Cette attestation, dont rien ne permet de suspecter l'objectivité, relate des faits qui se sont déroulés dans le contexte du changement de gérant de la société Lorraine Armatures qui devait être évoqué lors d'une assemblée générale convoquée pour le 20 juin 2007. Cet événement a suscité une interpellation de l'épouse de Monsieur Villoutreix en sa qualité d'associée dans la société Lorraine Armatures à l'adresse du gérant démissionnaire, Monsieur Dedonder, par lettre du 19 juin 2007, qui révèle son hostilité et celle de son époux à la modification envisagée consistant à désigner Monsieur Lombard en qualité de nouveau gérant.

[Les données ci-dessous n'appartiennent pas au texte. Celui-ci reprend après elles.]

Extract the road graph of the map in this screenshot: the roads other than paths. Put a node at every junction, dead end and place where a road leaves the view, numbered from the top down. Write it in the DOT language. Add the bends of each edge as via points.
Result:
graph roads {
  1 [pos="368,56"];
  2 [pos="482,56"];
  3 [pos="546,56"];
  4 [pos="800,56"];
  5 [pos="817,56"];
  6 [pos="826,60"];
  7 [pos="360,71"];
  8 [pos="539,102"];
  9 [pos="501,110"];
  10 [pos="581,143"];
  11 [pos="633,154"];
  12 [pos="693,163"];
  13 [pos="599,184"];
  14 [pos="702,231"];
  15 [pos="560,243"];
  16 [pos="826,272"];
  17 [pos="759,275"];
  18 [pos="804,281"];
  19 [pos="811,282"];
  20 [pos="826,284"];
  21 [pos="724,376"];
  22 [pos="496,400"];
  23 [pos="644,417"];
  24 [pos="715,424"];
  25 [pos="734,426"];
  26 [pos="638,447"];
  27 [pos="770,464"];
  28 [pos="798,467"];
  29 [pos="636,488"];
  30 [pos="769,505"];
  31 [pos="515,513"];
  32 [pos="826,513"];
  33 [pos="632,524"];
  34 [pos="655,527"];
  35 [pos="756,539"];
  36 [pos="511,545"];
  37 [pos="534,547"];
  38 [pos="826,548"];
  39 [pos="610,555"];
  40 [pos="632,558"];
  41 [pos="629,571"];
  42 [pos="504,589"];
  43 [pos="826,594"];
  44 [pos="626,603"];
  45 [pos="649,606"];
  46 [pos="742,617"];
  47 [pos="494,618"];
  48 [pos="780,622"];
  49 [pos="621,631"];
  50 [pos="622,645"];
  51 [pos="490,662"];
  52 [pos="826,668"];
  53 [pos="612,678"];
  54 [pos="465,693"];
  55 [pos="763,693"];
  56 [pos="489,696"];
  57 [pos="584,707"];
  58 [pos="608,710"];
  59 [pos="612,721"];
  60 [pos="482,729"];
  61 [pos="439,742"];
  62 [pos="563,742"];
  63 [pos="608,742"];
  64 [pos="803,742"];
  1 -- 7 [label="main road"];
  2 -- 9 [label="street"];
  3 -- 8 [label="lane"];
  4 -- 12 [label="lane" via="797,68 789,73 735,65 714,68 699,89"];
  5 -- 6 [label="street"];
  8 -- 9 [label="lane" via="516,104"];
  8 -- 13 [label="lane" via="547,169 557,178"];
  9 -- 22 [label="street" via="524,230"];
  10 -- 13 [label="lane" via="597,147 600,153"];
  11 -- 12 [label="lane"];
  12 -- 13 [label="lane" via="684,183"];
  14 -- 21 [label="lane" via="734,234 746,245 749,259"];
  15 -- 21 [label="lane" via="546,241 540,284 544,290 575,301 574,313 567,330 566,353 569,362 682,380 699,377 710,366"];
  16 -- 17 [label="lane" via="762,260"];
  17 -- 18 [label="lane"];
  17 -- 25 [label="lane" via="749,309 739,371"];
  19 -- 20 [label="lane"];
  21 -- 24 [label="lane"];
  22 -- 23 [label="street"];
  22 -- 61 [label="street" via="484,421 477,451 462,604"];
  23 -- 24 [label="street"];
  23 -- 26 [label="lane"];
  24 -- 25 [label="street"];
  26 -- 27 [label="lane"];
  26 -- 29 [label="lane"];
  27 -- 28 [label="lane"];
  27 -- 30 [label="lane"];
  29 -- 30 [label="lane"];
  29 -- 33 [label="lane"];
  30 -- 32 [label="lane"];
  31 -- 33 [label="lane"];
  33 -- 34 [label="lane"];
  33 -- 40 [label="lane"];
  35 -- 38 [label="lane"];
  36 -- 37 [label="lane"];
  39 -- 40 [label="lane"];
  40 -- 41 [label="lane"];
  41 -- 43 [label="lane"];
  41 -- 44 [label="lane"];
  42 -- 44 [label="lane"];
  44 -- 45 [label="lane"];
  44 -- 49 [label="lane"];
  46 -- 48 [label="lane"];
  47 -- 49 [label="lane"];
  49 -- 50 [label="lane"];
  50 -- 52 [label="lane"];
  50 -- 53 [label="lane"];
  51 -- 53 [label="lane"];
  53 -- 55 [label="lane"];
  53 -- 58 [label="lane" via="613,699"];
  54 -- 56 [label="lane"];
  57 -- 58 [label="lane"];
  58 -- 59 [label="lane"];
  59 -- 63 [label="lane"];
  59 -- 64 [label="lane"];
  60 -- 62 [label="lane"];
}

Un tel contexte fournit le motif des déclarations faites par Monsieur Villoutreix à Monsieur Brancard telles que relatées dans l'attestation rédigée par ce dernier et rend d'autant plus crédible le projet annoncé de créer des difficultés à la société Lorraine Armatures par les moyens évoqués.

Or, un tel projet constituait pour la société Lorraine Armatures une déclaration d'hostilité à son égard et caractérisait la volonté de son agent commercial d'œuvrer à son affaiblissement de sorte qu'elle a pu valablement, ayant été informée de tels faits par Monsieur Brancard, décider de rompre le contrat la liant à Monsieur Villoutreix pour faute grave et se prévaloir des dispositions de l'article L. 134-13 du Code de commerce qui exclut l'exigibilité d'une indemnité compensatrice dans un tel cas.

Sur la demande de dommages et intérêts pour résistance abusive :

La résistance de la société Lorraine Armatures aux prétentions de Monsieur Villoutreix étant fondée pour l'essentiel en considération des motifs qui précèdent, la demande de dommages et intérêts formée par ce dernier doit être rejeté.

Sur les frais et dépens :

La demande de Monsieur Villoutreix étant fondée pour partie, il y a lieu de confirmer le jugement entrepris en ce qu'il a condamné la SARL Lorraine Armatures aux dépens mais de le réformer sur les frais irrépétibles en fixant la créance à la somme de 1 500 euros.

S'agissant de l'instance d'appel, chaque partie succombant partiellement dans ses prétentions, il convient de décider qu'elles supporteront chacune leurs dépens et frais irrépétibles.

Par ces motifs : LA COUR, statuant contradictoirement ; Réforme le jugement entrepris, Statuant à nouveau : Fixe à la somme de 16 409,12 euros avec intérêts au taux légal à compter du 11 avril 2007 la créance de commissions de Monsieur Villoutreix sur la SARL Lorraine Armatures et à la somme de 1 500 euros la créance due sur le fondement de l'article 700 du Code de procédure civile au titre de première instance, Déboute Monsieur Villoutreix de ses plus amples conclusions et de son appel incident, Dit que chaque partie supportera ses dépens et frais irrépétibles d'appel.